On Mar 21, 3:27 am, Christian Boos <[EMAIL PROTECTED]> wrote:
> Matt Good wrote:
> > On Mar 18, 4:10 pm, Peter Dimov <[EMAIL PROTECTED]> wrote:
>
> >> I was thinking, wouldn't it be nice, simple and straightforward to pass
> >> python objects rather than dictionaries to the template engine.
>
> > The ticket and wiki pages already do this.
>
> >> Let's take for example the changeset page, which contains a title, a
> >> message, other properties and a list of file changes. A file change is
> >> between two nodes and has a type attribute and a list of content
> >> changes. The nodes have their own attributes like path and revision. The
> >> template file would know this structure and would know how to represent
> >> the objects as html content.
>
> > Yeah, the logic for displaying changesets is a bit complex and could
> > probably use some clean up, though I'd be cautious about trying to
> > move all of it into the template, since this may make parts of it more
> > complicated and hard to read than straight Python. However, if you'd
> > be willing to submit a patch starting some refactoring on this I'm
> > sure one of the devs will take a look.
>
> The migration to Genshi retained a good part of the original "HDF"
> compatible data structure needed to fill Clearsilver templates. Existing
> objects were reused when possible, but no new classes were created,
> rather dictionaries and lists where kept.
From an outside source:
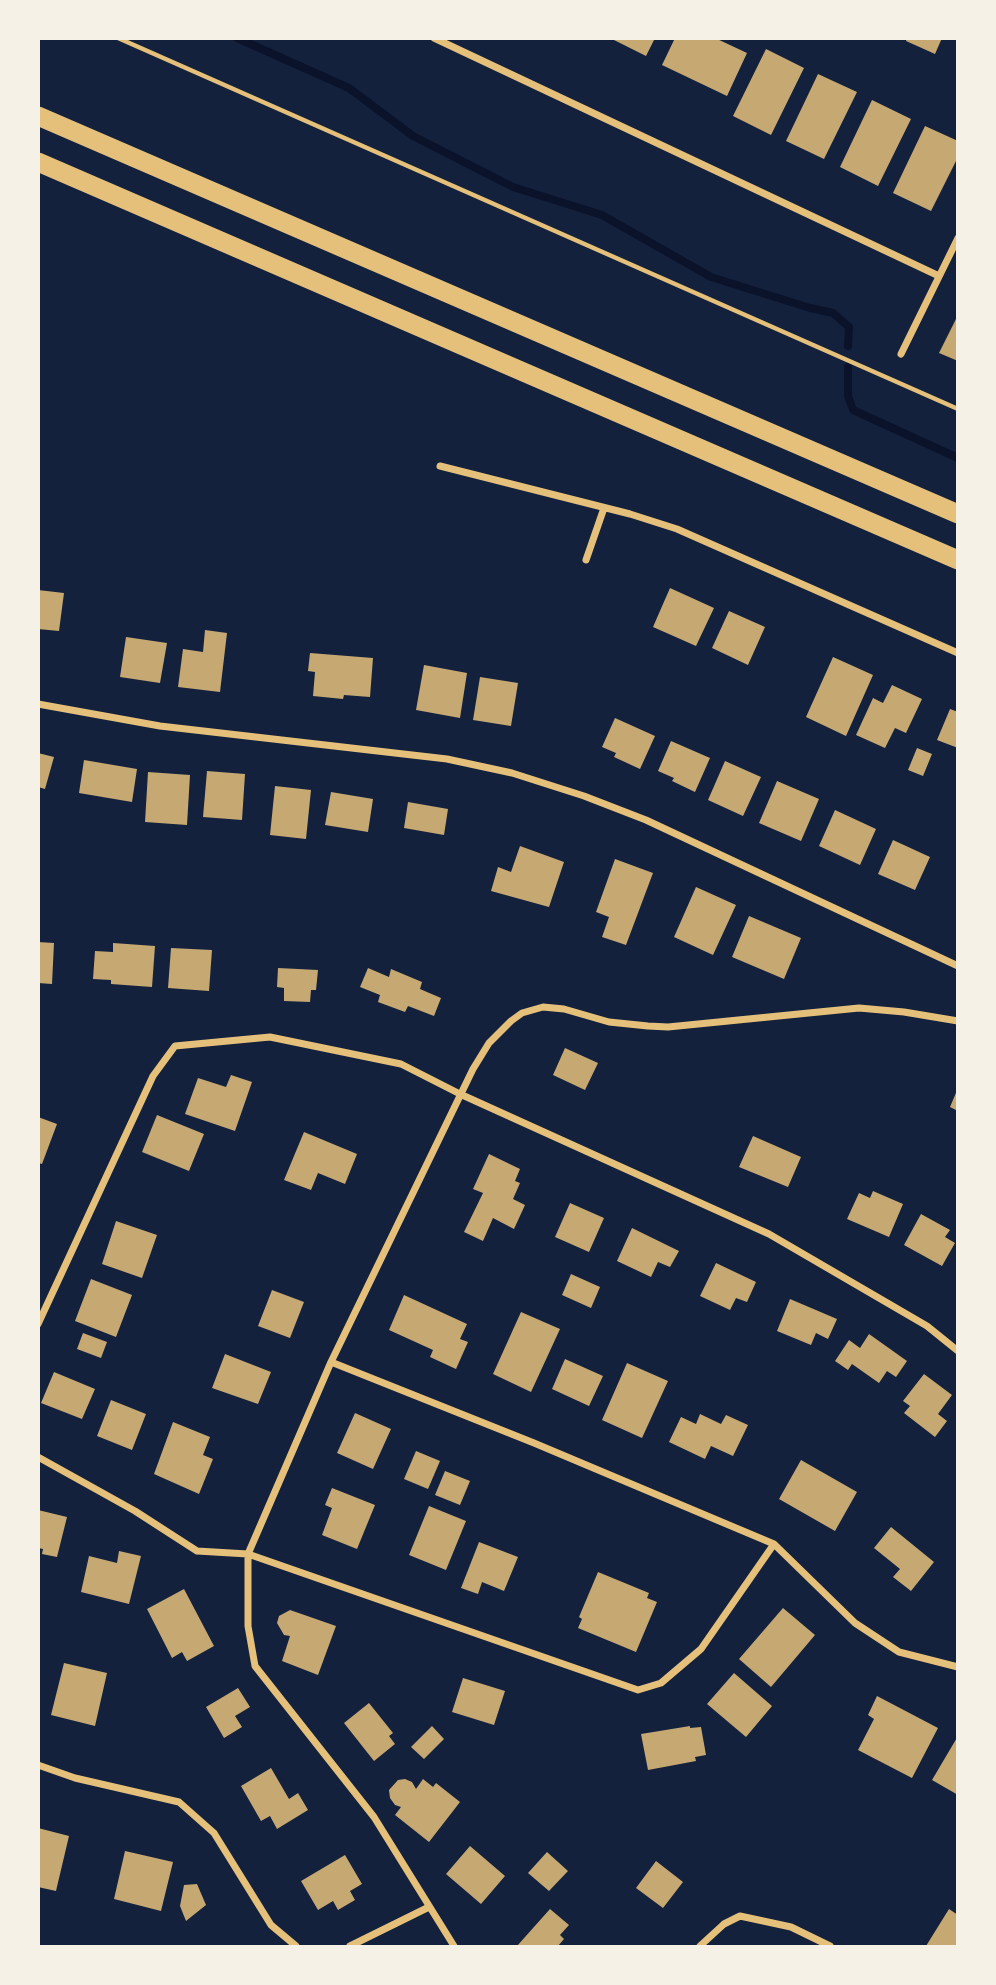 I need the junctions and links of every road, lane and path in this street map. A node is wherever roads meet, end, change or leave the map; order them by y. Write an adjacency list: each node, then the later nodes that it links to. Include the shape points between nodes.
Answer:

Now we should maybe start to
> create such intermediate objects more liberally, especially since
> [genshi 510], as that would help to get default/missing values right (by
> setting them to None in the constructor). That would be preferable to
> all the defined('...') or get('...') calls introduced in the templates.
To help with making sure values aren't missing I think it'd be easier
to use some simple nested functions instead of creating new classes
just to "hold" data. In Java this is unfortunately common, but it's
usually a symptom of the language missing some of the data structures
found in Python, and the nice syntaxes Python has for generating
them. There may be places that new classes could help, but I don't
think this should be a standard practice.